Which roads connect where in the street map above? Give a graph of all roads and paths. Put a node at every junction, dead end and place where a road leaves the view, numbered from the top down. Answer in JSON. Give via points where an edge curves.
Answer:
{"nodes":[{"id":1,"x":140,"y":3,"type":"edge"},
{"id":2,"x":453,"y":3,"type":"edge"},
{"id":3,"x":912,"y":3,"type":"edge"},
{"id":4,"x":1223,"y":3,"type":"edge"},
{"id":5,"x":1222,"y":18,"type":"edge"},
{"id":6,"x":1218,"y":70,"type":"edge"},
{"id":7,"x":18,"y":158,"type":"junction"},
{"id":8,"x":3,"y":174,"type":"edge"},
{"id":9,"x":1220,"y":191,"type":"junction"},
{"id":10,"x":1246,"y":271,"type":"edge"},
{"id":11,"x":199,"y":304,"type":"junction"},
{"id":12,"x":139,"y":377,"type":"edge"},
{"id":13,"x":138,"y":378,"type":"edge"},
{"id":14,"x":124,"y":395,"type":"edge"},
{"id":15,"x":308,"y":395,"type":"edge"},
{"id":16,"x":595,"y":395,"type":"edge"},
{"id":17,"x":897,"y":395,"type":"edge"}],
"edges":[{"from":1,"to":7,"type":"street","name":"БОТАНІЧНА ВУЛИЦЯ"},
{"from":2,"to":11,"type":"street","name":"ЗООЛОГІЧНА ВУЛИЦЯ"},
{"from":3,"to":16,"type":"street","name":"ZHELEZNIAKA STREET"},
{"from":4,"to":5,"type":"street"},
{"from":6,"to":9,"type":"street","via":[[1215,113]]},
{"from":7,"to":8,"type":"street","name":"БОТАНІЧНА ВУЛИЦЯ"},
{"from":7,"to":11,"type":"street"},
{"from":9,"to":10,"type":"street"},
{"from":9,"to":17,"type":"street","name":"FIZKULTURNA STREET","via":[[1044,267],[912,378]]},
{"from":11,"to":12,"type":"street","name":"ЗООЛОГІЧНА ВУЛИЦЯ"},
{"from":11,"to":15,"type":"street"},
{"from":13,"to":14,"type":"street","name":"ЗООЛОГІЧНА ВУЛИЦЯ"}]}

• What to work on
Select and copy every line of the material that holds the string "БОТАНІЧНА".

• Answer box
"edges":[{"from":1,"to":7,"type":"street","name":"БОТАНІЧНА ВУЛИЦЯ"},
{"from":7,"to":8,"type":"street","name":"БОТАНІЧНА ВУЛИЦЯ"},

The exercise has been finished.